## Work to complete
In the entries that follow, how many lines include the string "image"? The answer is the number only.

*** Opening Supplied records ***

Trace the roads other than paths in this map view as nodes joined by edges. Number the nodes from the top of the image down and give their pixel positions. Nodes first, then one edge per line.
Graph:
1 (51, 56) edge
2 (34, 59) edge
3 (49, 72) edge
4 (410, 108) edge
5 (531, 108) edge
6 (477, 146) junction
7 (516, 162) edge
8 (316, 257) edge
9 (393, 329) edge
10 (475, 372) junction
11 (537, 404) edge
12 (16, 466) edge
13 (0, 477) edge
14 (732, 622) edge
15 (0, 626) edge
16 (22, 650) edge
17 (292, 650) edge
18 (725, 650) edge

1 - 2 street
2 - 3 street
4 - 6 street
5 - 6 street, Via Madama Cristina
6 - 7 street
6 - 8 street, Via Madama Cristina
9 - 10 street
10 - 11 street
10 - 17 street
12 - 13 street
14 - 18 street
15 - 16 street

*** Closing Supplied records ***
*** Opening Supplied records ***

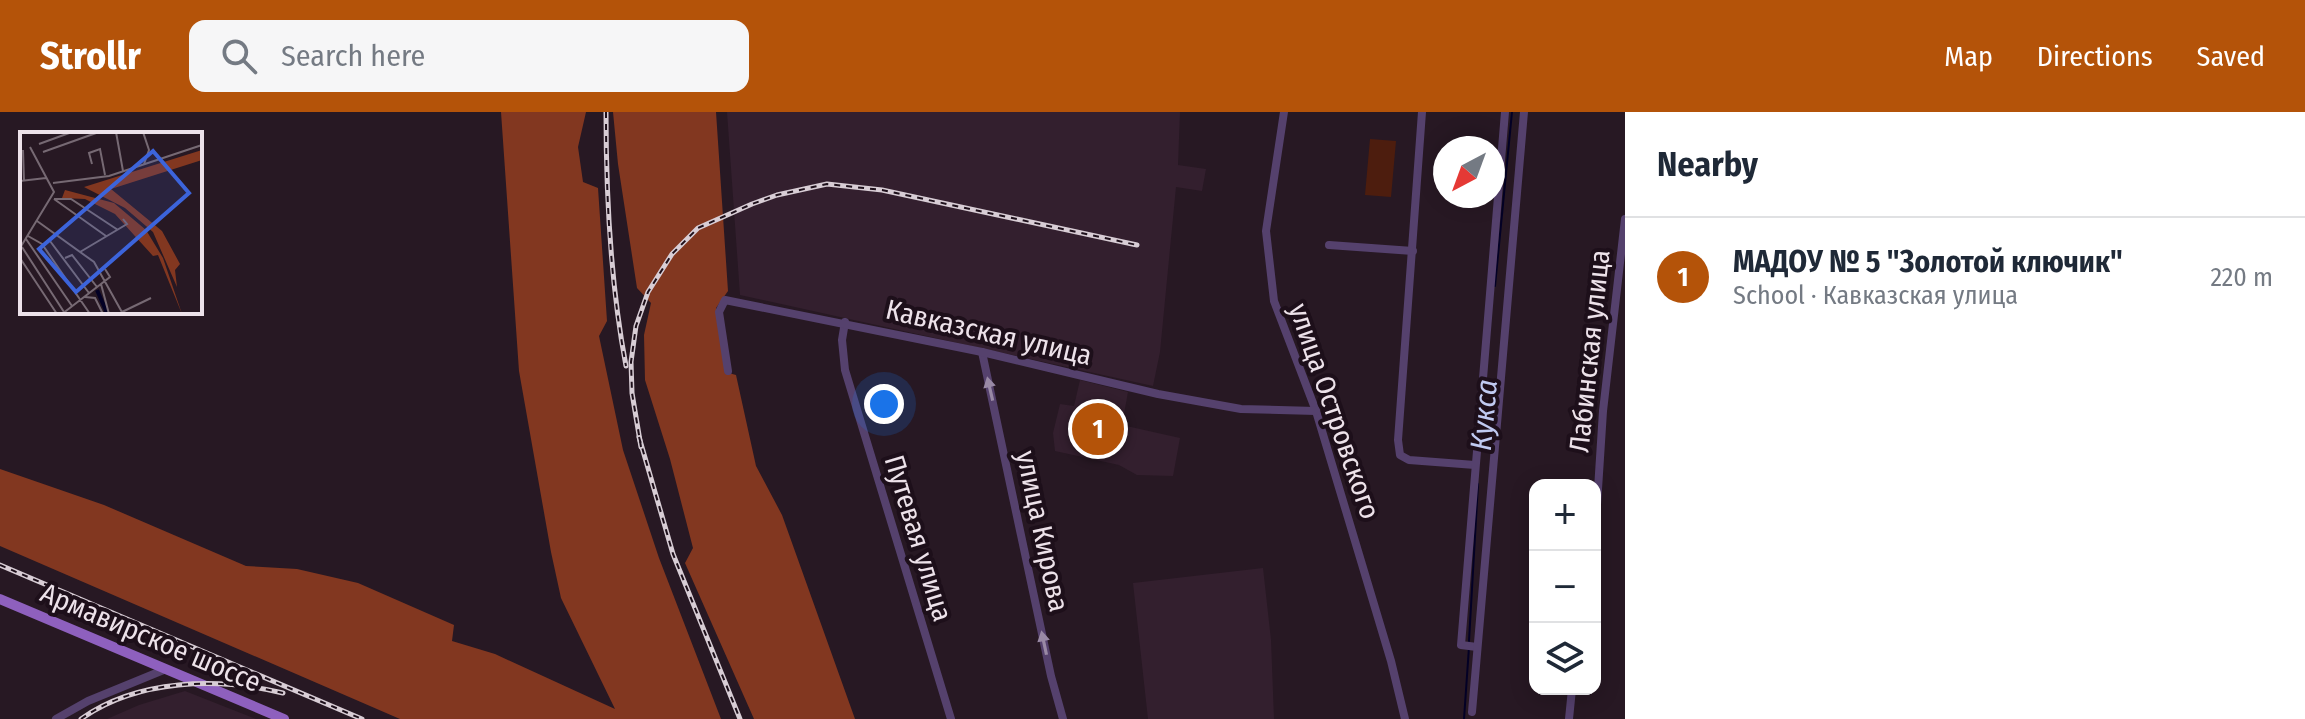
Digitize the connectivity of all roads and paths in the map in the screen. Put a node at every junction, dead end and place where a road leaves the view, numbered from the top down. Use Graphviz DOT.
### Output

*** Closing Supplied records ***
*** Opening Supplied records ***

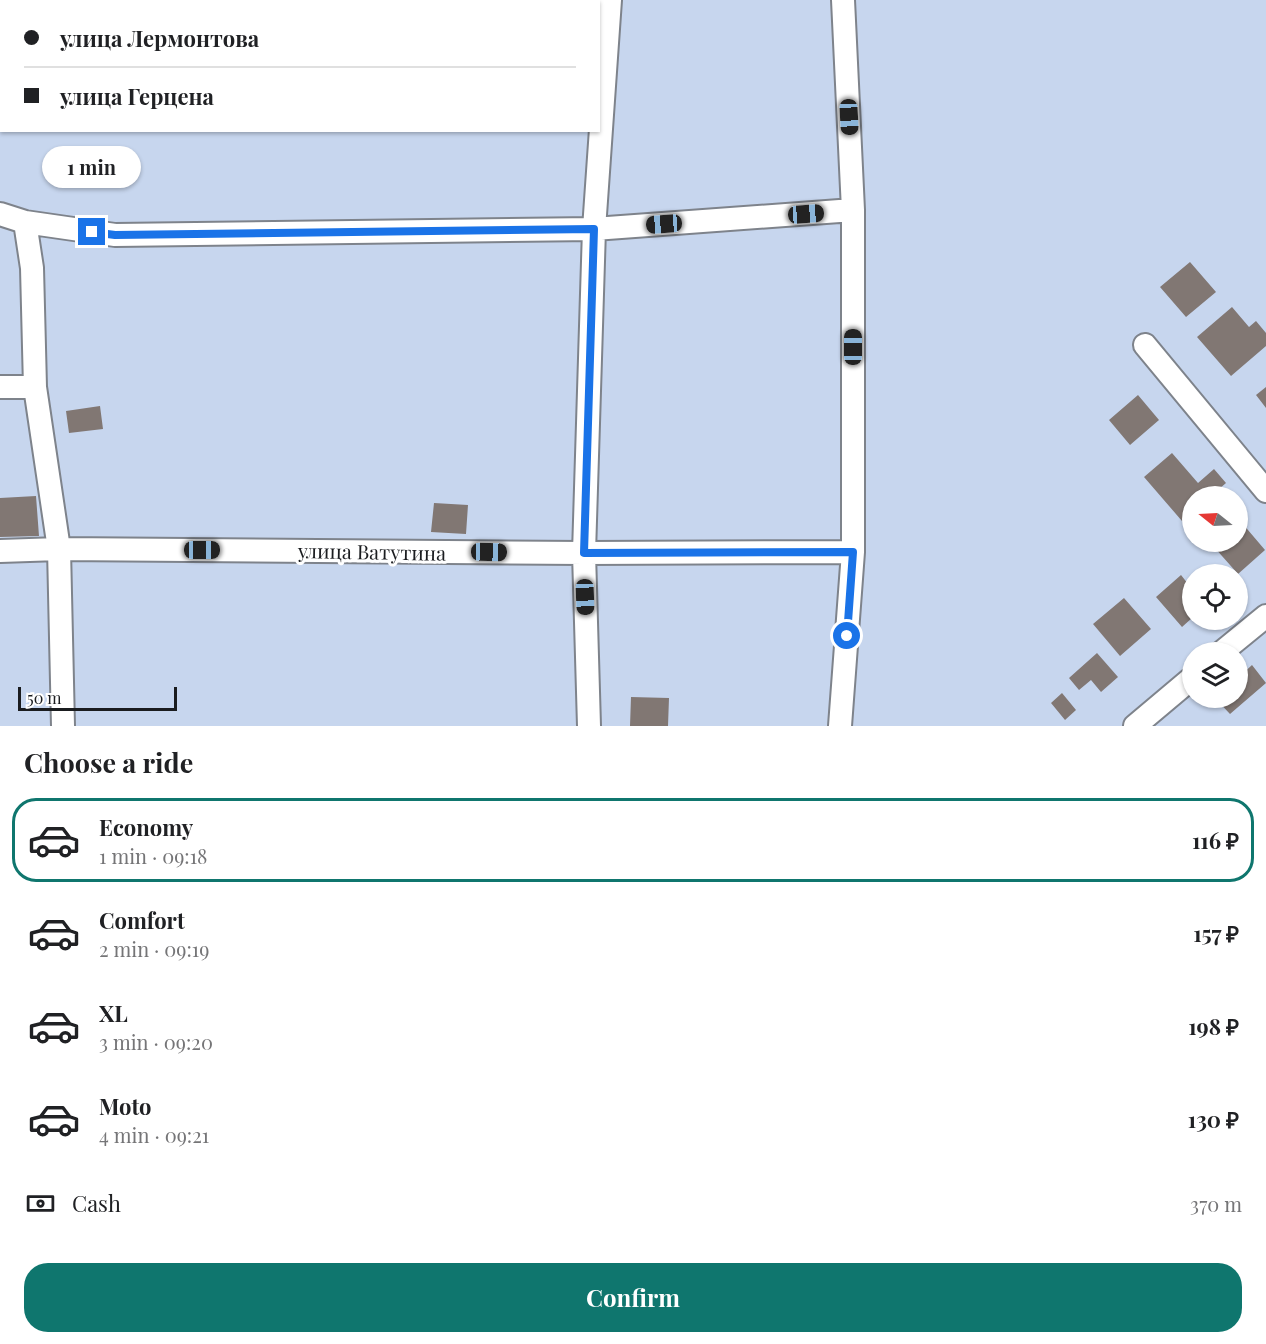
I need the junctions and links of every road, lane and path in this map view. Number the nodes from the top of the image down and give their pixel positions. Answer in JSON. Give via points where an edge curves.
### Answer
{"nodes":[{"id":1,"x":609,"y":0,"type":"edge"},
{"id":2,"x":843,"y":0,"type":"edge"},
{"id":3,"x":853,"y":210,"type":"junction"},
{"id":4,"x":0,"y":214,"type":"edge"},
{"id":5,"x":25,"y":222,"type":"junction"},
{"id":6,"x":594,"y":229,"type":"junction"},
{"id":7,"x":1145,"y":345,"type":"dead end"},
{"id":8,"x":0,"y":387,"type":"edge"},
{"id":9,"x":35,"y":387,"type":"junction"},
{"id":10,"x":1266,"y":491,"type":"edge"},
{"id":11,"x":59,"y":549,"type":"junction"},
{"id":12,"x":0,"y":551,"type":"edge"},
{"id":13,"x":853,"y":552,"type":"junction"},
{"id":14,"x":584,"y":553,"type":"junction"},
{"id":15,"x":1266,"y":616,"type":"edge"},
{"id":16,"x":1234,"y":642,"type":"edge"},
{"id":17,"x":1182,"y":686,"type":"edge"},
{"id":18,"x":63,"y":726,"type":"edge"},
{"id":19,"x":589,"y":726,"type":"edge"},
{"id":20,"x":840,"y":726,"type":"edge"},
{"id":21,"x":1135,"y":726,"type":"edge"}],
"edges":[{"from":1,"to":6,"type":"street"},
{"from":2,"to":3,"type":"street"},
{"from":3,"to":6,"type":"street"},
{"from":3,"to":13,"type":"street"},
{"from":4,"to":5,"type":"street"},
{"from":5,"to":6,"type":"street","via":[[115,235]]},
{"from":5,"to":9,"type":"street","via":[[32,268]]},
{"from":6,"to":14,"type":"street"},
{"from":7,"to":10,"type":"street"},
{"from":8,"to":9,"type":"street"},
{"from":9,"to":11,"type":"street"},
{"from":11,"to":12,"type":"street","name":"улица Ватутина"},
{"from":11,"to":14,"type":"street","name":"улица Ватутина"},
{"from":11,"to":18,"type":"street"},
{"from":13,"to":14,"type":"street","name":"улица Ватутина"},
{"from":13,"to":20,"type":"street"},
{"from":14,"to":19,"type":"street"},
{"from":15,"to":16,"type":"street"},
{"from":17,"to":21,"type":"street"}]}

*** Closing Supplied records ***

## Exercise output
2